From the Tesla Cybertruck Forum, owner Mark805 recounted an experience that captured the fragile balance between trust and oversight in automated driving systems:


 “Well, I got a little too confident with the whole fsd parking in my garage.

Spent the day with my son on errands and watching the truck go and park for us. It took us home, and instead of pulling into the driveway, it turned around to back in… we watched in amazement as it slowly backed up … then boom… contact with my house.

And as it made contact, it maintained backwards pressure as I hit the brake.
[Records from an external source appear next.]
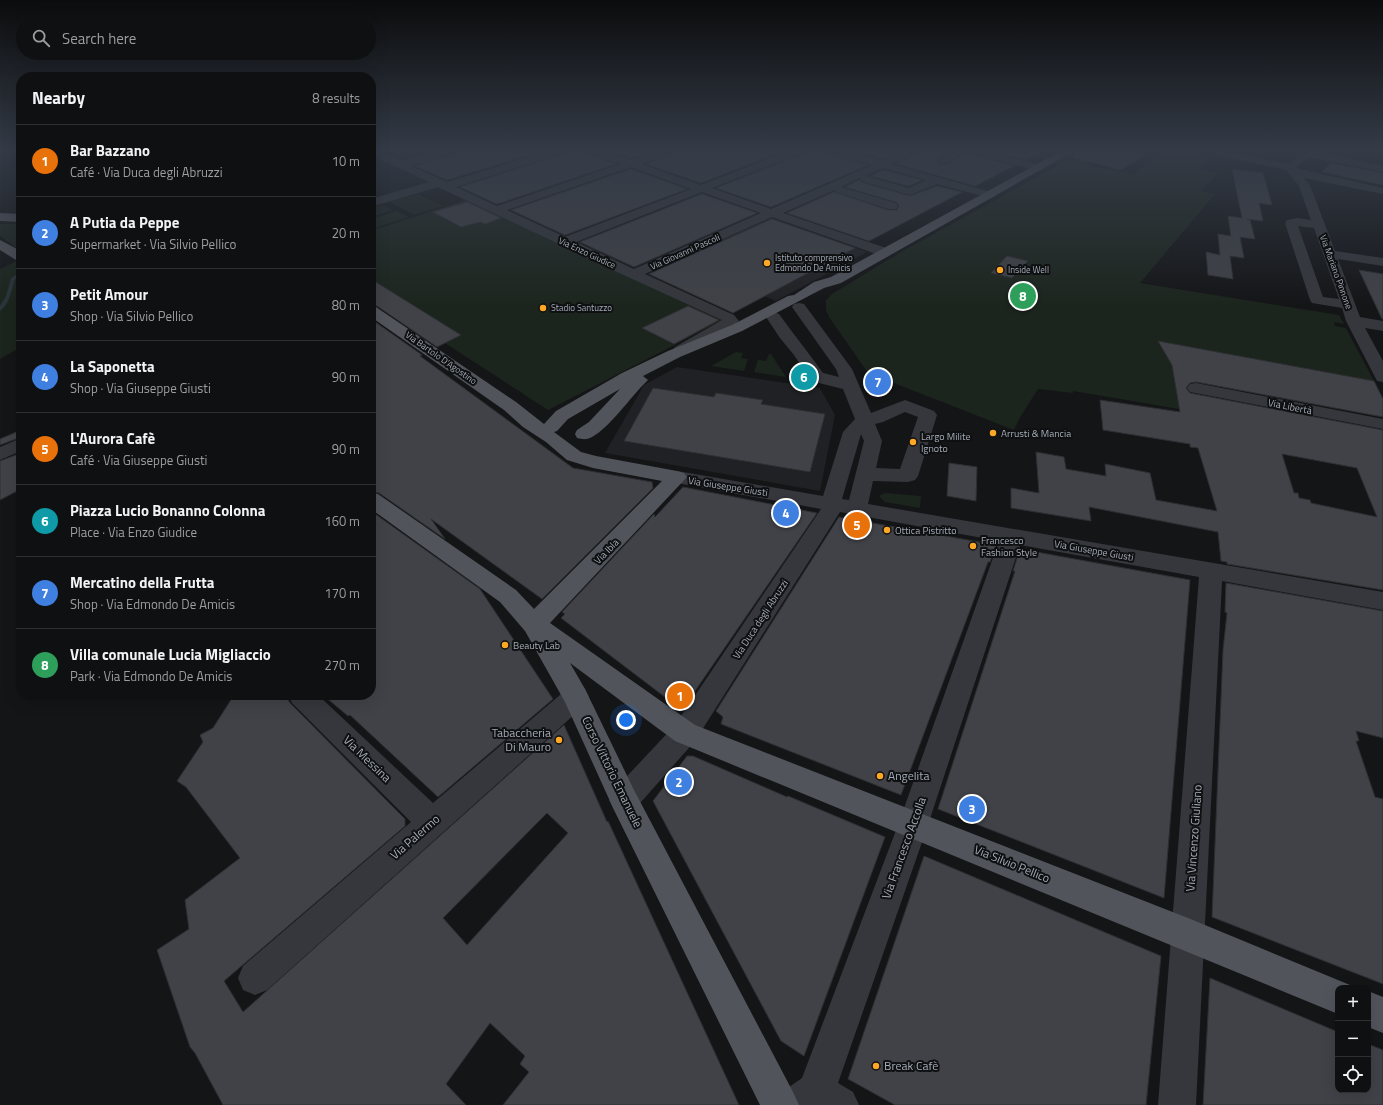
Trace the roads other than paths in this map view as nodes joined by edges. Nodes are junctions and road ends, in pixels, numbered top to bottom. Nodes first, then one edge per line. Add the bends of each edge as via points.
1 (480, 203) edge
2 (518, 203) edge
3 (666, 203) edge
4 (741, 203) edge
5 (796, 203) edge
6 (879, 203) edge
7 (976, 203) edge
8 (1310, 203) edge
9 (892, 206) dead end
10 (496, 210) junction
11 (772, 213) junction
12 (0, 217) edge
13 (16, 218) edge
14 (1318, 225) junction
15 (564, 242) junction
16 (0, 244) edge
17 (884, 252) junction
18 (16, 254) edge
19 (1330, 254) junction
20 (1383, 262) edge
21 (634, 274) junction
22 (836, 280) junction
23 (797, 302) junction
24 (816, 303) junction
25 (1348, 305) junction
26 (376, 313) edge
27 (774, 317) junction
28 (1354, 321) junction
29 (1383, 326) edge
30 (830, 348) junction
31 (674, 354) junction
32 (1383, 377) edge
33 (852, 386) junction
34 (1196, 388) dead end
35 (865, 419) junction
36 (1383, 424) edge
37 (555, 429) junction
38 (585, 433) junction
39 (16, 446) edge
40 (0, 454) edge
41 (593, 462) junction
42 (865, 474) junction
43 (677, 477) junction
44 (376, 503) edge
45 (841, 505) junction
46 (1012, 536) junction
47 (1211, 571) junction
48 (1383, 601) edge
49 (534, 624) junction
50 (576, 697) junction
51 (306, 700) edge
52 (685, 733) junction
53 (624, 800) junction
54 (432, 822) junction
55 (913, 825) junction
56 (1188, 935) junction
57 (255, 978) dead end
58 (1335, 995) edge
59 (1371, 1010) edge
60 (1383, 1015) edge
61 (817, 1100) edge
62 (780, 1105) edge
63 (1177, 1105) edge

1 - 10 street, Via Enzo Giudice
2 - 10 street
3 - 15 street
4 - 11 street
5 - 11 street, Via Giovanni Pascoli
6 - 9 street
7 - 17 main road
8 - 14 street, Via Mariano Pinnone
10 - 15 street, Via Enzo Giudice
11 - 17 street
11 - 21 street, Via Giovanni Pascoli
12 - 13 main road
14 - 19 street, Via Mariano Pinnone
14 - 25 street via 1298,222 1291,224 1317,300
15 - 21 street, Via Enzo Giudice
16 - 18 main road
17 - 22 main road
19 - 20 street
19 - 25 street, Via Mariano Pinnone
21 - 31 street, Via Enzo Giudice via 731,321
22 - 23 main road via 819,285
22 - 24 main road via 822,292
23 - 24 main road via 810,297
23 - 27 main road
23 - 30 street
23 - 31 main road
24 - 30 street
25 - 28 street, Via Mariano Pinnone
26 - 37 main road, Via Bartolo D'Agostino via 510,406 529,424
27 - 33 street via 817,377
27 - 38 main road via 671,363 635,383
28 - 29 street
28 - 32 street, Via Mariano Pinnone
30 - 33 street
31 - 37 main road via 562,414
33 - 35 street
34 - 36 street, Via Libertà
35 - 42 street via 873,441
35 - 42 street via 877,418 905,405 928,414 908,476
35 - 45 street via 852,432
37 - 38 main road via 567,442 574,441
37 - 41 main road, Via Giuseppe Giusti via 574,456
38 - 41 main road
39 - 40 street
41 - 43 main road, Via Giuseppe Giusti
42 - 45 street
43 - 45 street, Via Giuseppe Giusti
43 - 49 main road, Via Ibla
44 - 49 main road, Corso Vittorio Emanuele via 508,596
45 - 46 street, Via Giuseppe Giusti
45 - 52 street, Via Duca degli Abruzzi
46 - 47 street, Via Giuseppe Giusti
46 - 55 street, Via Francesco Accolla
47 - 48 street, Via Giuseppe Giusti
47 - 56 street, Via Vincenzo Giuliano
49 - 50 main road, Corso Vittorio Emanuele
49 - 52 main road, Via Silvio Pellico
50 - 53 main road, Corso Vittorio Emanuele
50 - 54 street, Via Palermo
51 - 54 street, Via Messina
52 - 53 street, Via Duca degli Abruzzi
52 - 55 main road, Via Silvio Pellico
53 - 62 main road, Corso Vittorio Emanuele
54 - 57 street, Via Palermo
55 - 56 main road, Via Silvio Pellico
55 - 61 street, Via Francesco Accolla
56 - 58 main road, Via Silvio Pellico
56 - 63 street, Via Vincenzo Giuliano
59 - 60 main road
So I pulled forward, and to my disappointment, the truck made contact rear left corner with the garage pillar and fascia.

So a few notes:

- Yes, I was overconfident in fsd.

- When the truck backed into the garage side mirrors folded back, so I didn’t have the side mirror view, but the pillar cameras were working. (as they do when I park head-in first)

- damage to the back quarter panel, wrap, rear bumper, and facia.

I’ll fix the wrap easily, but the bumper looks slightly chewed up.”

Screenshot of a Tesla owners’ forum thread where a user describes their Cybertruck using Full Self-Driving to park, accidentally backing into a garage pillar and damaging the rear quarter panel and bumper.

The post reads less like a complaint and more like a moment of sober reflection. Mark and his son had spent the day watching Full Self Driving 14.2 perform flawlessly, the truck sliding into spaces with the poise of a highly trained valet. That reliability built a sense of ease that any owner could relate to.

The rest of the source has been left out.